Return every line of the data that contains the string "edges".

--------------------------------------------------

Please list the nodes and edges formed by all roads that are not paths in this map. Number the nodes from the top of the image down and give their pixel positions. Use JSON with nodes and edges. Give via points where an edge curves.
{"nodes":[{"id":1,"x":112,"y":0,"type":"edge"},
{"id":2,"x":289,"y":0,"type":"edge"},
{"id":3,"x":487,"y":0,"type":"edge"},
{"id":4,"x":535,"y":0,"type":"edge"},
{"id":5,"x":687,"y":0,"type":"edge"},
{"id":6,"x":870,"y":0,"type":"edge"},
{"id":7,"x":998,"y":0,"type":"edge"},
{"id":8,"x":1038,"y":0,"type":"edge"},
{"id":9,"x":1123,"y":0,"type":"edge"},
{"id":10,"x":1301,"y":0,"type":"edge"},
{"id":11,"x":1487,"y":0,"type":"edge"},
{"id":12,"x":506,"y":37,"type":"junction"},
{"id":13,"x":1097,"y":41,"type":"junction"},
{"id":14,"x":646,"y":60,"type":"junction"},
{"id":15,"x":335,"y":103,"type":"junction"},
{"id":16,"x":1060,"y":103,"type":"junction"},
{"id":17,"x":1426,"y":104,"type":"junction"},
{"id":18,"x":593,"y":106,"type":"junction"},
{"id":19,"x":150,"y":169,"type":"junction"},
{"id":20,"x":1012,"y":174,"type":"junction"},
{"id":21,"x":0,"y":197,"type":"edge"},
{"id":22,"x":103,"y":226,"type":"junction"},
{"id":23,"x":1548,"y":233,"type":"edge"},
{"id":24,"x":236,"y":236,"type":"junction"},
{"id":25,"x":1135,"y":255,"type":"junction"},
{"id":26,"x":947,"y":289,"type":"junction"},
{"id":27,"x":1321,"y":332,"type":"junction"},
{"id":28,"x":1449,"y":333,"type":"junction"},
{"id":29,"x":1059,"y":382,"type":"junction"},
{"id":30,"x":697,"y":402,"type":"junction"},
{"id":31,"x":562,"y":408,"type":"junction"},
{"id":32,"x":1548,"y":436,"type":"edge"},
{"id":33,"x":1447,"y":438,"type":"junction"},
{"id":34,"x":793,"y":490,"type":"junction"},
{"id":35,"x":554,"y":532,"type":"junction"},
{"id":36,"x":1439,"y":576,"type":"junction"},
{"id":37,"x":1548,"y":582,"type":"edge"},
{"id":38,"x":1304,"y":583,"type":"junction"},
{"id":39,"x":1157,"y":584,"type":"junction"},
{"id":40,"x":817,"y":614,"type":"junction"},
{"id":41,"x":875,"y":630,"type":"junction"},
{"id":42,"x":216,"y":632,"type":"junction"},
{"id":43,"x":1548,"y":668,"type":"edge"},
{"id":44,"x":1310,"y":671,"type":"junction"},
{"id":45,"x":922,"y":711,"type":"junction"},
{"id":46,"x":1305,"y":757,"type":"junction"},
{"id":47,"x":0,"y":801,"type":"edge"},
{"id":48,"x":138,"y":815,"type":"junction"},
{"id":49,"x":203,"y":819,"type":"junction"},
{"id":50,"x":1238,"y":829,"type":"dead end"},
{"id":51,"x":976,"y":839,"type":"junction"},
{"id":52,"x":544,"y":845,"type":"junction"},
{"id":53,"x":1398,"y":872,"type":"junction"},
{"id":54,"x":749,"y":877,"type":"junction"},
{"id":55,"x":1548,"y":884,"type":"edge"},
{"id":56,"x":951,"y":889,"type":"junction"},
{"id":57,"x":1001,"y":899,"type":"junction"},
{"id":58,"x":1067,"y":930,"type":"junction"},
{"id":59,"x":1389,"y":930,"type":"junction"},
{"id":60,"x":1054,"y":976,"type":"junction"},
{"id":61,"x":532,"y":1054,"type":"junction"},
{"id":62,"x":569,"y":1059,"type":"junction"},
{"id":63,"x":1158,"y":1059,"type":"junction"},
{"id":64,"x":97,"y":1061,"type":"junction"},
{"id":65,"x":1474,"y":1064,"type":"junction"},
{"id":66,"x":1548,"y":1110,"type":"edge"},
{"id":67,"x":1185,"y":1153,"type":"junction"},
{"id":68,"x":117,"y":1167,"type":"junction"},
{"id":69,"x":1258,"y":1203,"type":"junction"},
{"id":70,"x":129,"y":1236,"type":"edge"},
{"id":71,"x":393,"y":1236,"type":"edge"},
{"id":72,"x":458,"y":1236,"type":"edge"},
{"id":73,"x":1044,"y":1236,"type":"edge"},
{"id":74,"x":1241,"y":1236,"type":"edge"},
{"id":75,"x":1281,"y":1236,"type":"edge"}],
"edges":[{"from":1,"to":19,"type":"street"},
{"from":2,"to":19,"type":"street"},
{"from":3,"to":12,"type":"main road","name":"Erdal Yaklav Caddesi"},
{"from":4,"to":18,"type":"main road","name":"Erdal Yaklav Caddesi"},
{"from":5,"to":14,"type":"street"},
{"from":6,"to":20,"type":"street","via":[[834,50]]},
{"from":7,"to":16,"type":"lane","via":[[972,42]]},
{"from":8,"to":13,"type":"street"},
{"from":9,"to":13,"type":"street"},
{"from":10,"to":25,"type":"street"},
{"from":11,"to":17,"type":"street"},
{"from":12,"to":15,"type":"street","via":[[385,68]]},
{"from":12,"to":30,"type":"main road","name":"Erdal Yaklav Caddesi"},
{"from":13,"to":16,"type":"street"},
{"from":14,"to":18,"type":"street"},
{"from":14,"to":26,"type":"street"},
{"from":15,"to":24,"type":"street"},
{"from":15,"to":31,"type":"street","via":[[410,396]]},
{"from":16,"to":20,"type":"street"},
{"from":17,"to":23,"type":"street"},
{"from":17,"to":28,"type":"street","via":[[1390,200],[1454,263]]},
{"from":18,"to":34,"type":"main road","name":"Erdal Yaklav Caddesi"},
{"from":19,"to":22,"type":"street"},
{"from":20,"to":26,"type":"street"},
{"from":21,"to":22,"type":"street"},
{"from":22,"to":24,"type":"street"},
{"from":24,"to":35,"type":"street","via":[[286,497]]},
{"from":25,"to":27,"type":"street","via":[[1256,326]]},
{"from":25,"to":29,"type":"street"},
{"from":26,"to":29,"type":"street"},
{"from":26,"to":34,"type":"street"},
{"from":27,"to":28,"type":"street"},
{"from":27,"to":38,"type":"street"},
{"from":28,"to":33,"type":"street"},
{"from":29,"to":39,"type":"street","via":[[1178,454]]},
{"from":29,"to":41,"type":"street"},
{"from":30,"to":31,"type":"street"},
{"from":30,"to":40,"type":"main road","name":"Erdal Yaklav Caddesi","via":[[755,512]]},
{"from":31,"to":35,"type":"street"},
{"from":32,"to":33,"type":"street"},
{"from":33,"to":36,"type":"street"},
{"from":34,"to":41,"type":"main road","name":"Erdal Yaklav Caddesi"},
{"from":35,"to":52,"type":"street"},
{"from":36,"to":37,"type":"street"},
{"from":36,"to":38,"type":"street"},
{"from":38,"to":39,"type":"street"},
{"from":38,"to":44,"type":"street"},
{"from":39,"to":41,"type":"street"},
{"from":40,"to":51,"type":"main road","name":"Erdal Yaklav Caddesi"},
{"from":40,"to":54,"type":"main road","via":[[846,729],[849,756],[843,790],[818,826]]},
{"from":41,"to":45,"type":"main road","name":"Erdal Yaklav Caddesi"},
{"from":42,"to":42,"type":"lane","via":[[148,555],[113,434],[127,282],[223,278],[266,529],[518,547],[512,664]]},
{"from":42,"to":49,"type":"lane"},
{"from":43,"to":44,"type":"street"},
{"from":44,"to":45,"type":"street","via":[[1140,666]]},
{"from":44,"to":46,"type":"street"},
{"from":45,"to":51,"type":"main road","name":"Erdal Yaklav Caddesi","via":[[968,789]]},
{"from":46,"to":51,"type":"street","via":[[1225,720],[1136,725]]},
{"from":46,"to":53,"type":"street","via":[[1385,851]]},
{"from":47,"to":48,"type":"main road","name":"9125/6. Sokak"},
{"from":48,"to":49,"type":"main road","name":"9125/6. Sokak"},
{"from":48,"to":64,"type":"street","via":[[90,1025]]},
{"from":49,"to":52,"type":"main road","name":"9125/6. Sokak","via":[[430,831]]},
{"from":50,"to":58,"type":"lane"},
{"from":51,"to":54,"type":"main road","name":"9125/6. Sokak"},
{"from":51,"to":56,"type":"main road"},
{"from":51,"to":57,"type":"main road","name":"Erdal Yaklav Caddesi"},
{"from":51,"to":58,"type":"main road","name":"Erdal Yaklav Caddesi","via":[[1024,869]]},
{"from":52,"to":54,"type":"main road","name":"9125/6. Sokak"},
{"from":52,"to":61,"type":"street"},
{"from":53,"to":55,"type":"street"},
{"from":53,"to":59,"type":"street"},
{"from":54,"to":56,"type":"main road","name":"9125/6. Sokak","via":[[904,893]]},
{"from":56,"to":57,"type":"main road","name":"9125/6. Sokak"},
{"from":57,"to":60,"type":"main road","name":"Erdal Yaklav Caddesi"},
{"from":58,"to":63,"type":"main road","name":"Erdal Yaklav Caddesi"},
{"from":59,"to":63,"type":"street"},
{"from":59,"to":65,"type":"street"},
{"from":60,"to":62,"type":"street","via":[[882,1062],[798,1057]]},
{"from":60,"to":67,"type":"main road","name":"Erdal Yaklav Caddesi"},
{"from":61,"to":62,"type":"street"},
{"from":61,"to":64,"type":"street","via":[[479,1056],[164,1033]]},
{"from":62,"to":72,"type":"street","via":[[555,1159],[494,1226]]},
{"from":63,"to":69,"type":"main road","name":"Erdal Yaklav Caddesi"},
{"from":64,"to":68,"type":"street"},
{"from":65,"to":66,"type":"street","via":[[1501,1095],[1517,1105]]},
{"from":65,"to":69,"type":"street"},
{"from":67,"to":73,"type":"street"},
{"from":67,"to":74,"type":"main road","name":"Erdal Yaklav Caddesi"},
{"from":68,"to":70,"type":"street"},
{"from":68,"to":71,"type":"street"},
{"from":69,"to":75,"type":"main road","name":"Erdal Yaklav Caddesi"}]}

--------------------------------------------------

Solution for this exercise:
Please list the nodes and edges formed by all roads that are not paths in this map. Number the nodes from the top of the image down and give their pixel positions. Use JSON with nodes and edges. Give via points where an edge curves.
"edges":[{"from":1,"to":19,"type":"street"},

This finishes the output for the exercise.